Para relembrar, Luiz Francisco Souza foi o Torquemada dos tucanos. Ele e seus fiéis escudeiros, Guilherme Schelb e Valquíria Quixadá, promoveram denúncias e mais denúncias contra membros do governo FHC, municiados por petistas que, antes mesmo do advento de Lula, já aparelhavam a administração pública. Para a trinca de valentes, pouco importava se as “provas” eram obtidas de maneira ilegal. Mais, que se lixassem as provas, o importante era o “convencimento” do procurador de que havia sido cometida uma ilegalidade.
Entre 1994 e 2007, 95% das ações movidas pelo MPF foram contra membros do governo Fernando Henrique. Os restantes 5% se dividem entre o último ano do governo Itamar e os cinco primeiros do Governo Lula. O levantamento completo está no site Consultor Jurídico. É só conferir.
O acionamento de petistas pelo MPF foi muito mais resultado da exposição dos escândalos na mídia do que propriamente da ação dos procuradores, uma vez que os quatro nomes denunciados estiveram no centro de episódios de grande repercussão, a saber, Luiz Gushiken, José Dirceu, Rogério Buratti e Waldomiro Diniz.
Souza, Schlelb e Quixadá, sozinhos, patrocinaram 57 das 92 ações contra integrantes do governo FHC. Surpreendentemente (pensando bem, nem tanto, né?) sumiram do mapa depois que Lula assumiu.
A dupla Souza-Schelb só voltou aos holofotes por terem sido punidos pelo Conselho Nacional do Ministério Público, face à perseguição pública movida contra o ex-secretário de FHC, Eduardo Jorge, comprovadamente caluniosa.
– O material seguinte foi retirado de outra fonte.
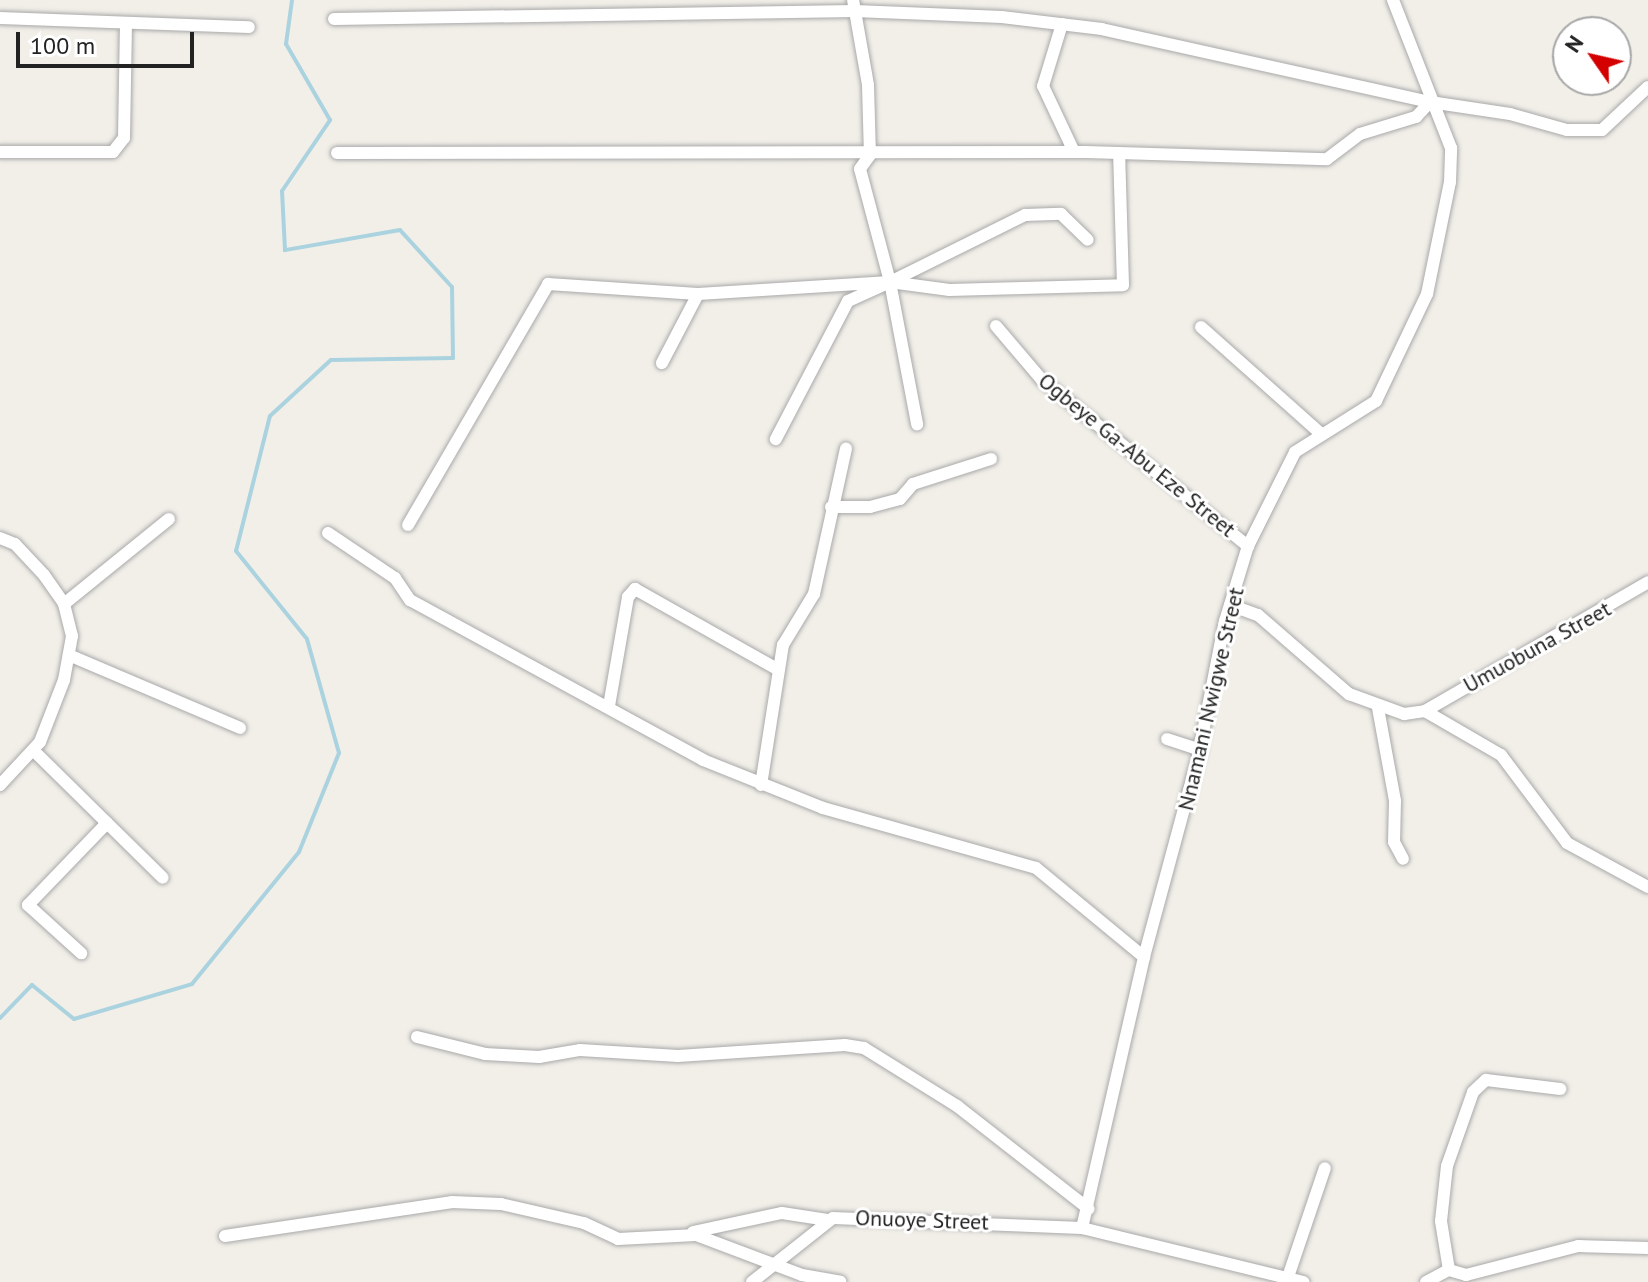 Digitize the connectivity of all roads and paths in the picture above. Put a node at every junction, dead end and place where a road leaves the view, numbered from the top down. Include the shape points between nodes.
1 (1393, 0) edge
2 (854, 6) edge
3 (0, 18) edge
4 (334, 19) dead end
5 (1062, 24) junction
6 (126, 25) junction
7 (249, 27) dead end
8 (1648, 87) edge
9 (1430, 102) junction
10 (0, 152) edge
11 (1074, 152) junction
12 (337, 153) dead end
13 (1119, 153) junction
14 (870, 155) junction
15 (1088, 240) dead end
16 (890, 282) junction
17 (698, 294) junction
18 (996, 326) dead end
19 (1201, 327) dead end
20 (662, 363) dead end
21 (917, 424) dead end
22 (1321, 434) junction
23 (776, 439) dead end
24 (846, 448) dead end
25 (991, 459) dead end
26 (831, 507) junction
27 (169, 519) dead end
28 (408, 525) dead end
29 (328, 533) dead end
30 (0, 538) edge
31 (1248, 546) junction
32 (1648, 582) edge
33 (64, 604) junction
34 (1230, 605) junction
35 (69, 655) junction
36 (777, 669) junction
37 (609, 706) junction
38 (1378, 708) junction
39 (1425, 711) junction
40 (240, 728) dead end
41 (1167, 739) dead end
42 (33, 750) junction
43 (1200, 750) junction
44 (0, 785) edge
45 (761, 785) junction
46 (107, 823) junction
47 (1403, 859) dead end
48 (163, 878) dead end
49 (1648, 887) edge
50 (81, 953) dead end
51 (1144, 957) junction
52 (417, 1037) dead end
53 (1560, 1089) dead end
54 (1325, 1168) dead end
55 (1089, 1209) junction
56 (827, 1220) junction
57 (1082, 1228) junction
58 (225, 1236) dead end
59 (671, 1237) junction
60 (1648, 1248) edge
61 (777, 1263) junction
62 (1449, 1270) junction
63 (1264, 1278) edge
64 (1287, 1280) junction
65 (752, 1282) edge
66 (840, 1282) edge
67 (1303, 1282) edge
68 (1426, 1282) edge

1 - 9 street, Nnamani Nwigwe Street
2 - 4 street
2 - 5 street
2 - 14 street via 868,85
3 - 6 street
5 - 9 street
5 - 11 street via 1043,86
6 - 7 street
6 - 10 street via 124,138 113,152
8 - 9 street via 1602,130 1567,130 1510,114
9 - 13 street via 1416,117 1360,134 1327,159
9 - 22 street, Nnamani Nwigwe Street via 1451,148 1450,182 1427,294 1376,401
11 - 13 street
11 - 14 street
12 - 14 street
13 - 16 street via 1123,285 949,290
14 - 16 street via 860,169
15 - 16 street via 1061,214 1025,215
16 - 17 street
16 - 21 street
16 - 23 street via 848,301
17 - 20 street
17 - 28 street via 548,284
18 - 31 street, Ogbeye Ga-Abu Eze Street via 1042,380
19 - 22 street
22 - 31 street, Nnamani Nwigwe Street via 1285,467
24 - 26 street
25 - 26 street via 913,484 900,499 870,507
26 - 36 street via 814,594 807,611 787,631
27 - 33 street
29 - 37 street via 395,578 410,600
30 - 33 street via 26,556
31 - 34 street, Nnamani Nwigwe Street
32 - 39 street, Umuobuna Street
33 - 35 street via 72,636
34 - 38 street via 1258,615 1327,679
34 - 43 street, Nnamani Nwigwe Street
35 - 40 street
35 - 42 street via 52,716
36 - 37 street via 635,589 628,597
36 - 45 street via 775,717
37 - 45 street via 703,760
38 - 39 street via 1404,714
38 - 47 street via 1395,801 1394,842
39 - 49 street via 1511,763 1567,843
41 - 43 street
42 - 44 street
42 - 46 street
43 - 51 street, Nnamani Nwigwe Street
45 - 51 street via 1036,868
46 - 48 street
46 - 50 street via 28,905
51 - 55 street, Nnamani Nwigwe Street
52 - 55 street via 485,1054 539,1057 580,1050 678,1056 864,1048 957,1106
53 - 62 street via 1486,1080 1473,1092 1447,1166 1441,1221
54 - 64 street
55 - 57 street, Nnamani Nwigwe Street
56 - 57 street, Onuoye Street
56 - 59 street via 782,1213
56 - 61 street, Onuoye Street
57 - 63 street, Onuoye Street via 1126,1235
58 - 59 street via 452,1202 501,1204 584,1223 618,1239
59 - 61 street via 696,1235
60 - 62 street via 1578,1246 1466,1275
61 - 65 street, Onuoye Street
61 - 66 street via 802,1275
62 - 68 street
63 - 64 street, Onuoye Street
64 - 67 street, Onuoye Street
O recente episódio midiático promovido pelos representantes do MPF em Santa Maria (RS), onde oito procuradores denunciaram a governadora Yeda Crusius com pompa, circunstância, estardalhaço e ranger de dentes -“não haverá moleza para esses réus!” – ameaçou um deles –, baseados apenas em gravações para lá de suspeitas, montadas com o intuito visível de tentar incriminá-la, deve reacender a preocupação da sociedade com a postura de alguns membros do Ministério Público que, assim como o fizeram Souza, Schelb e Quixadá, colocam a ideologia à frente dos fatos e deixam de agir com a isenção que se espera de um legítimo fiscal da lei.
O papel do Promotor de Justiça (note bem, de j-u-s-t-iç-a) é fundamental para a manutenção do estado democrático de direito, fortalecido que foi o Ministério Público a partir da Constituição de 1988.
Mas é essa mesma constituição que nos garante que nenhum cidadão está acima da lei, muito menos aqueles que tem a responsabilidade de velar para que ela seja fielmente cumprida.
O Brasil não precisa de um Souza, de um Schelb, de uma Quixadá. Precisa de promotores comprometidos com a verdade dos fatos e o estrito cumprimento da lei.
A relativização dessas atribuições pode remeter o País a caminhos perigosos, já trilhados por regimes que dedicaram (alguns, ainda o fazem) pouco ou nenhum apreço pela liberdade individual e pela democracia.